Tech

Twitter's moment to prove Wall Street wrong?

A trader works on the floor of the New York Stock Exchange.
Adam Jeffery | CNBC

Twitter's all about moments. Its upcoming earnings report is the company's moment to showcase progress beyond user growth amid a market that is sensitive to the slightest failure.

The social media company reports earnings after the bell Wednesday. Wall Street is expecting Twitter to show earnings per share of 12 cents on revenue of $710 million, according to consensus estimates from Thomson Reuters. That's compared with 12 cents per share on $479 million in revenue for the same period in 2015.

Monthly active users, a key metric for many social media brands, are expected to hit 323.8 million, with 67.1 million in the U.S. and 256.6 million abroad, according to StreetAccount.

Jack Dorsey, CEO of Twitter.
What investors need to hear from Twitter: Analyst

Though management has focused on user numbers, it may not be the narrative investors want to hear, said Scott Kessler, industry and equity research leader and senior analyst with S&P Global Market Intelligence.

"Monthly active users is not the best way to measure their success, yet that's one of the only user metrics they consistently provide," Kessler said. "It would be nice to get a sense of their perceived reach — mobile vs. desktop, their proprietary offerings. But it's very difficult."

The company has promised major changes to its namesake product to incentivize new users to create accounts and reinvigorate interest among idle tweeters. Indeed, Twitter's latest products, like a new timeline option announced Wednesday, focus not only on usership but engagement, on which the company has not traditionally released numbers.

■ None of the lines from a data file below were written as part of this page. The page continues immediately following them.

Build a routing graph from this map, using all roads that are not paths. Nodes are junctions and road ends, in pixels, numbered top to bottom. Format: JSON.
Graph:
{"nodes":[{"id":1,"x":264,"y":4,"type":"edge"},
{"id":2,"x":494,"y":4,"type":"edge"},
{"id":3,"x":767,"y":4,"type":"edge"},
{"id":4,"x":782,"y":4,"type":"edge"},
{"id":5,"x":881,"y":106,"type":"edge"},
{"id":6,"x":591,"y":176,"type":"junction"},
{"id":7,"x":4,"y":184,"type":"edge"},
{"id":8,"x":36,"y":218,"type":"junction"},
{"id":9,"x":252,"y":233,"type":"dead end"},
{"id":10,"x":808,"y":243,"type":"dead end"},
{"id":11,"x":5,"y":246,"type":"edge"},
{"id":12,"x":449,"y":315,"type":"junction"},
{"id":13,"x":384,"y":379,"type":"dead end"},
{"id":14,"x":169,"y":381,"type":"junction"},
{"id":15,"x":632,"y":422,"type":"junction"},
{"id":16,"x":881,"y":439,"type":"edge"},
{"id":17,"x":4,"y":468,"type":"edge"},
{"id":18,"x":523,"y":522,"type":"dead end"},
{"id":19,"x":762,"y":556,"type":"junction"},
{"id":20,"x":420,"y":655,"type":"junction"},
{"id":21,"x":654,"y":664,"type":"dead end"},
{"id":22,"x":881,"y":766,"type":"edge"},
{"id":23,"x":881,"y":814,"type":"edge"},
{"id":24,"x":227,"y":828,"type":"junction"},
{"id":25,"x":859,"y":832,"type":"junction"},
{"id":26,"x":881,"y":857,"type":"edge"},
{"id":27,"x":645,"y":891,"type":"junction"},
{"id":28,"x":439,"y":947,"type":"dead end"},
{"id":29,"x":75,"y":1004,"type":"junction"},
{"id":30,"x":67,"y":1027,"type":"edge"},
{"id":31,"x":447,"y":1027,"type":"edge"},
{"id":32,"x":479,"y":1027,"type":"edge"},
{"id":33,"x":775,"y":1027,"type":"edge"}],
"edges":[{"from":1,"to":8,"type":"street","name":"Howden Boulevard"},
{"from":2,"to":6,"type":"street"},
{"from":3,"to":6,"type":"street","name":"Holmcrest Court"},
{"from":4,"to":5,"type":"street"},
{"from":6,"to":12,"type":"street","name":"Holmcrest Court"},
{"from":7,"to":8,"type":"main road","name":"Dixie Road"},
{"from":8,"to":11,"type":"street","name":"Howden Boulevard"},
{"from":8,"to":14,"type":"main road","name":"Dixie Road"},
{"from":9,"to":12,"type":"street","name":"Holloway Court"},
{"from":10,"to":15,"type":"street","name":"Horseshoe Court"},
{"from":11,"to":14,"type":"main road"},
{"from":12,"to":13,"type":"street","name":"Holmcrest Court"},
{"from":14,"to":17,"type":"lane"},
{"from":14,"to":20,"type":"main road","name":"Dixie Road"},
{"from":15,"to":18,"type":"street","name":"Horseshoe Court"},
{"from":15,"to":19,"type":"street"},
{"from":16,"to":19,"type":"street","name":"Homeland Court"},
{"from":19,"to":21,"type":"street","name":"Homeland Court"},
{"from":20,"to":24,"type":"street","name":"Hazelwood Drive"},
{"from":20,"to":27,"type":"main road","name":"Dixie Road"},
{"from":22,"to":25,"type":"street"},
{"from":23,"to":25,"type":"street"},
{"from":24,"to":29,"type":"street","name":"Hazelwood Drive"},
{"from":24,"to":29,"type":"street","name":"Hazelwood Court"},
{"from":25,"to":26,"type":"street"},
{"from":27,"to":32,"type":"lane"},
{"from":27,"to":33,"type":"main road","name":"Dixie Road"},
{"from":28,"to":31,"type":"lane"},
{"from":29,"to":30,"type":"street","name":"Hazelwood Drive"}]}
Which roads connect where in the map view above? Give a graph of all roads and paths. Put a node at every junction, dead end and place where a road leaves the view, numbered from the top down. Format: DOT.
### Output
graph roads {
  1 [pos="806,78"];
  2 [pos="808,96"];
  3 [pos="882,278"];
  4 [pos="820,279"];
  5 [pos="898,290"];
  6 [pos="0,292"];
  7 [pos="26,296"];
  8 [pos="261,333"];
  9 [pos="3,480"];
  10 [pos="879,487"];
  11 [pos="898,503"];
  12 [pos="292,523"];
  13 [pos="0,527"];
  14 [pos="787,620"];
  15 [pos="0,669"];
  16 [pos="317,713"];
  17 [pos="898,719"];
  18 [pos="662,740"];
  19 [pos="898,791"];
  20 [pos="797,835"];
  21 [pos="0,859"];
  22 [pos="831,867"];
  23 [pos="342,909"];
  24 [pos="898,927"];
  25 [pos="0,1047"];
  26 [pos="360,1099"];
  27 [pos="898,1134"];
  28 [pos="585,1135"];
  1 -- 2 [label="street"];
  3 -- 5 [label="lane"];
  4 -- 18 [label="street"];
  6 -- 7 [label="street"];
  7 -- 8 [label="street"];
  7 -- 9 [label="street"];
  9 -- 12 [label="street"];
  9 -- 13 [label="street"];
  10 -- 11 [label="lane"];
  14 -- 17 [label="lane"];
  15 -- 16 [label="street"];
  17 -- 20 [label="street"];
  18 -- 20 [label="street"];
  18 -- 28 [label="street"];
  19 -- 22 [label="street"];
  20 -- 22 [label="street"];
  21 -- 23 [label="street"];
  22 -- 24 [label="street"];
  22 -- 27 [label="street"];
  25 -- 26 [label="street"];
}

Twitter just changed its timeline tool. Here's what's new

In 23 countries, the company has rolled out an expanded version of Twitter.com for users who aren't signed in. And it expanded live broadcasting platform Periscope to replay within tweets.

But the pace of innovation isn't moving fast enough for some on Wall Street, including Scott Devitt, analyst at Stifel, who downgraded the stock on Feb. 1, comparing it to downtrodden tech names like Yahoo, Groupon and Zynga.

"Twitter is a product that has never fully developed into a sustainable public company due to either poor strategy, poor execution, or that it was never destined to be one," Devitt wrote in a research note, saying the company appeared to have a "limited sense of urgency."

Users, on the other hand, have reacted with vitriol at signs of changes in Twitter's timeline, with the term "RIP Twitter" trending last weekend after (now-debunked) rumors that Twitter would move away from its real-time focus.

Twitter announces initiative to raise safety online

While Twitter has a healthy reserve of cash on hand, it's unclear whether there are plans to return it to shareholders or plow it into new products or acquisitions.

"Private market valuations around the technology areas have collapsed over the last three to six months," Kessler said. "Wouldn't it make sense to capitalize on the opportunities that have arisen? That has to be yes. They haven't done any significant acquisitions since Periscope."

With shares hovering near their 52-week low, down 68 percent over the past year, the earnings report comes as CEO Jack Dorsey mounts an uneven start to his tenure.

Twitter has been rocked by turnover at the top, with departure of at least 20 senior executives since its initial public offering in November 2013, Goldman Sachs analyst Heath Terry wrote in a Jan. 26 research note.

The most recent departures, including the heads of engineering, product, human resources and video platform Vine, prompted Terry to slash Twitter's price target to $28 per share, below the $31 per share Thomson Reuters consensus.

Twitter needs to accelerate user growth: Pro
VIDEO3:3903:39
Twitter needs to accelerate user growth: Pro

"While we continue to see value in Twitter as a platform significantly beyond its current $12 [billion] market value given its scale and user profile, the continuing management instability is likely to further delay the development of the technology and product that Twitter needs to drive user growth, engagement, and monetization," Terry wrote.

Dorsey himself has been adapting to the demands of leading two public companies — he also head of financial services firm Square. Though Dorsey is one of Twitter's founders, a less-than-full-time CEO may not be the ideal solution given its challenges, said RBC Capital Markets analyst Mark Mahaney.

Ad-funded Twitter still lags behind Facebook when it comes to monetizing users, generating $1.60 per monthly active user, compared with $2.83 for Facebook, Mahaney said in a Jan. 10 earnings preview note.

It all comes while the stock market has trashed technology stocks that show any sign of tarnish, with companies like LinkedIn seeing a 46 percent stock plunge over the past week despite beating on the bottom line in its latest earnings release.

Though Twitter is a platform promising to tell users' stories in real time, Kessler said he's hoping to hear more of a long-term story when it comes to the company's strategy.

"I would imagine they are going to talk about the success of Super Bowl Sunday," Kessler said. "But they need to be more than tent-pole events that cause people to go to the platform a handful of times a year."